**TASK ITEM:** The entries below should be set down again exactly, with every picture left out.

[[ DATASET EXCERPTS open ]]

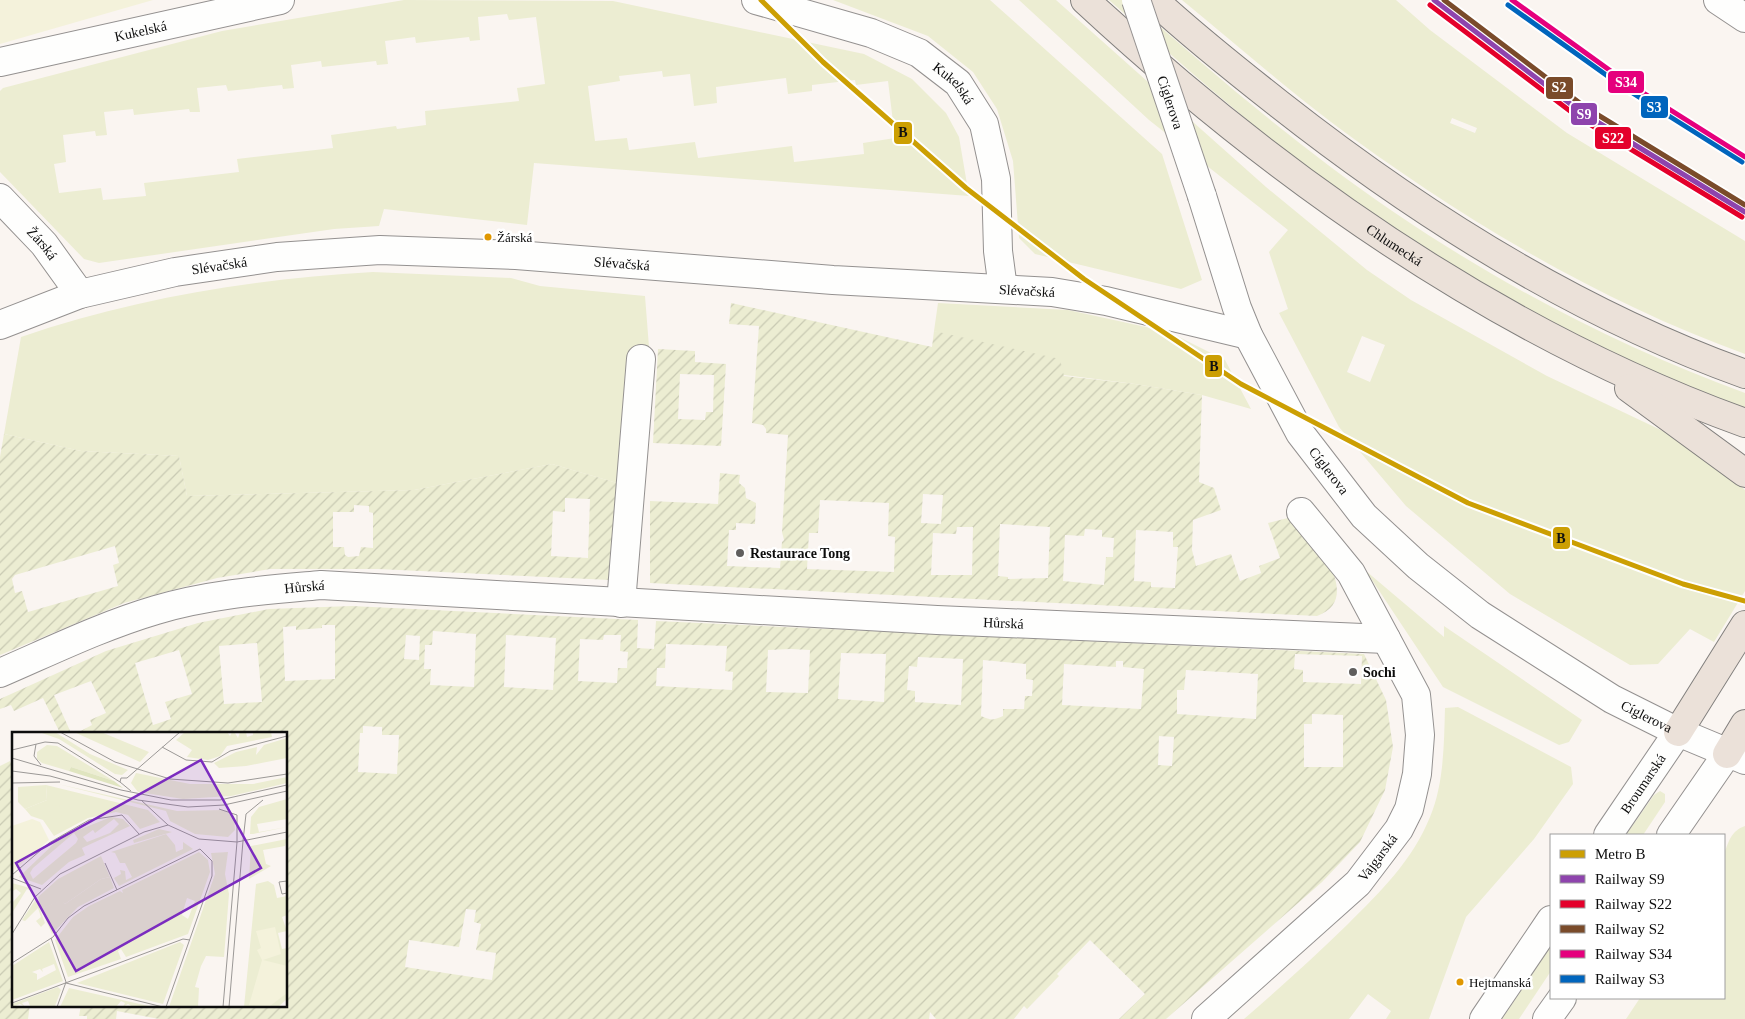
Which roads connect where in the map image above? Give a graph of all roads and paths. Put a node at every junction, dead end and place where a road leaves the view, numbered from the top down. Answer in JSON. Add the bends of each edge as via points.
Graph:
{"nodes":[{"id":1,"x":280,"y":0,"type":"edge"},
{"id":2,"x":756,"y":0,"type":"edge"},
{"id":3,"x":1085,"y":0,"type":"edge"},
{"id":4,"x":1136,"y":0,"type":"edge"},
{"id":5,"x":1154,"y":0,"type":"edge"},
{"id":6,"x":1718,"y":0,"type":"edge"},
{"id":7,"x":1745,"y":18,"type":"edge"},
{"id":8,"x":0,"y":62,"type":"edge"},
{"id":9,"x":0,"y":198,"type":"edge"},
{"id":10,"x":1003,"y":289,"type":"junction"},
{"id":11,"x":80,"y":294,"type":"junction"},
{"id":12,"x":0,"y":325,"type":"edge"},
{"id":13,"x":1248,"y":335,"type":"junction"},
{"id":14,"x":1575,"y":350,"type":"junction"},
{"id":15,"x":641,"y":359,"type":"dead end"},
{"id":16,"x":1745,"y":374,"type":"edge"},
{"id":17,"x":1745,"y":423,"type":"edge"},
{"id":18,"x":1745,"y":473,"type":"edge"},
{"id":19,"x":1301,"y":512,"type":"dead end"},
{"id":20,"x":621,"y":603,"type":"junction"},
{"id":21,"x":1745,"y":625,"type":"edge"},
{"id":22,"x":1386,"y":639,"type":"junction"},
{"id":23,"x":0,"y":673,"type":"edge"},
{"id":24,"x":1745,"y":724,"type":"edge"},
{"id":25,"x":1678,"y":732,"type":"junction"},
{"id":26,"x":1736,"y":757,"type":"edge"},
{"id":27,"x":1609,"y":834,"type":"edge"},
{"id":28,"x":1673,"y":834,"type":"edge"},
{"id":29,"x":1550,"y":921,"type":"edge"},
{"id":30,"x":1561,"y":999,"type":"edge"},
{"id":31,"x":1206,"y":1019,"type":"edge"},
{"id":32,"x":1484,"y":1019,"type":"edge"},
{"id":33,"x":1547,"y":1019,"type":"edge"}],
"edges":[{"from":1,"to":8,"type":"street","name":"Kukelská"},
{"from":2,"to":10,"type":"street","name":"Kukelská","via":[[871,33],[919,53],[958,83],[984,124],[996,179],[998,251]]},
{"from":3,"to":14,"type":"main road","name":"Chlumecká","via":[[1244,138],[1321,194],[1461,289]]},
{"from":4,"to":13,"type":"street","name":"Cíglerova","bridge":true},
{"from":5,"to":16,"type":"main road","via":[[1306,126],[1441,221],[1575,299]]},
{"from":6,"to":7,"type":"street"},
{"from":9,"to":11,"type":"street","name":"Žárská","via":[[44,244]]},
{"from":10,"to":11,"type":"street","name":"Slévačská","via":[[833,280],[516,255],[380,250],[277,257],[175,272]]},
{"from":10,"to":13,"type":"street","name":"Slévačská","via":[[1052,292],[1106,301]]},
{"from":11,"to":12,"type":"street","name":"Slévačská"},
{"from":13,"to":25,"type":"street","name":"Cíglerova","via":[[1300,433],[1364,516],[1418,566],[1480,615],[1594,687]]},
{"from":14,"to":17,"type":"main road","name":"Chlumecká"},
{"from":14,"to":18,"type":"main road"},
{"from":15,"to":20,"type":"street"},
{"from":19,"to":22,"type":"street","name":"Vajgarská","via":[[1351,573]]},
{"from":20,"to":22,"type":"street","name":"Hůrská"},
{"from":20,"to":23,"type":"street","name":"Hůrská","via":[[321,585],[232,593],[156,610]]},
{"from":21,"to":25,"type":"main road"},
{"from":22,"to":31,"type":"street","name":"Vajgarská","via":[[1416,695],[1420,735],[1418,774],[1409,809],[1399,829],[1358,883]]},
{"from":24,"to":26,"type":"main road"},
{"from":25,"to":26,"type":"street","name":"Cíglerova"},
{"from":25,"to":27,"type":"street","name":"Broumarská"},
{"from":26,"to":28,"type":"street"},
{"from":29,"to":32,"type":"street"},
{"from":30,"to":33,"type":"street"}]}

[[ DATASET EXCERPTS closed ]]

**YOUR RESPONSE:**
Which roads connect where in the map image above? Give a graph of all roads and paths. Put a node at every junction, dead end and place where a road leaves the view, numbered from the top down. Answer in JSON. Add the bends of each edge as via points.
Graph:
{"nodes":[{"id":1,"x":280,"y":0,"type":"edge"},
{"id":2,"x":756,"y":0,"type":"edge"},
{"id":3,"x":1085,"y":0,"type":"edge"},
{"id":4,"x":1136,"y":0,"type":"edge"},
{"id":5,"x":1154,"y":0,"type":"edge"},
{"id":6,"x":1718,"y":0,"type":"edge"},
{"id":7,"x":1745,"y":18,"type":"edge"},
{"id":8,"x":0,"y":62,"type":"edge"},
{"id":9,"x":0,"y":198,"type":"edge"},
{"id":10,"x":1003,"y":289,"type":"junction"},
{"id":11,"x":80,"y":294,"type":"junction"},
{"id":12,"x":0,"y":325,"type":"edge"},
{"id":13,"x":1248,"y":335,"type":"junction"},
{"id":14,"x":1575,"y":350,"type":"junction"},
{"id":15,"x":641,"y":359,"type":"dead end"},
{"id":16,"x":1745,"y":374,"type":"edge"},
{"id":17,"x":1745,"y":423,"type":"edge"},
{"id":18,"x":1745,"y":473,"type":"edge"},
{"id":19,"x":1301,"y":512,"type":"dead end"},
{"id":20,"x":621,"y":603,"type":"junction"},
{"id":21,"x":1745,"y":625,"type":"edge"},
{"id":22,"x":1386,"y":639,"type":"junction"},
{"id":23,"x":0,"y":673,"type":"edge"},
{"id":24,"x":1745,"y":724,"type":"edge"},
{"id":25,"x":1678,"y":732,"type":"junction"},
{"id":26,"x":1736,"y":757,"type":"edge"},
{"id":27,"x":1609,"y":834,"type":"edge"},
{"id":28,"x":1673,"y":834,"type":"edge"},
{"id":29,"x":1550,"y":921,"type":"edge"},
{"id":30,"x":1561,"y":999,"type":"edge"},
{"id":31,"x":1206,"y":1019,"type":"edge"},
{"id":32,"x":1484,"y":1019,"type":"edge"},
{"id":33,"x":1547,"y":1019,"type":"edge"}],
"edges":[{"from":1,"to":8,"type":"street","name":"Kukelská"},
{"from":2,"to":10,"type":"street","name":"Kukelská","via":[[871,33],[919,53],[958,83],[984,124],[996,179],[998,251]]},
{"from":3,"to":14,"type":"main road","name":"Chlumecká","via":[[1244,138],[1321,194],[1461,289]]},
{"from":4,"to":13,"type":"street","name":"Cíglerova","bridge":true},
{"from":5,"to":16,"type":"main road","via":[[1306,126],[1441,221],[1575,299]]},
{"from":6,"to":7,"type":"street"},
{"from":9,"to":11,"type":"street","name":"Žárská","via":[[44,244]]},
{"from":10,"to":11,"type":"street","name":"Slévačská","via":[[833,280],[516,255],[380,250],[277,257],[175,272]]},
{"from":10,"to":13,"type":"street","name":"Slévačská","via":[[1052,292],[1106,301]]},
{"from":11,"to":12,"type":"street","name":"Slévačská"},
{"from":13,"to":25,"type":"street","name":"Cíglerova","via":[[1300,433],[1364,516],[1418,566],[1480,615],[1594,687]]},
{"from":14,"to":17,"type":"main road","name":"Chlumecká"},
{"from":14,"to":18,"type":"main road"},
{"from":15,"to":20,"type":"street"},
{"from":19,"to":22,"type":"street","name":"Vajgarská","via":[[1351,573]]},
{"from":20,"to":22,"type":"street","name":"Hůrská"},
{"from":20,"to":23,"type":"street","name":"Hůrská","via":[[321,585],[232,593],[156,610]]},
{"from":21,"to":25,"type":"main road"},
{"from":22,"to":31,"type":"street","name":"Vajgarská","via":[[1416,695],[1420,735],[1418,774],[1409,809],[1399,829],[1358,883]]},
{"from":24,"to":26,"type":"main road"},
{"from":25,"to":26,"type":"street","name":"Cíglerova"},
{"from":25,"to":27,"type":"street","name":"Broumarská"},
{"from":26,"to":28,"type":"street"},
{"from":29,"to":32,"type":"street"},
{"from":30,"to":33,"type":"street"}]}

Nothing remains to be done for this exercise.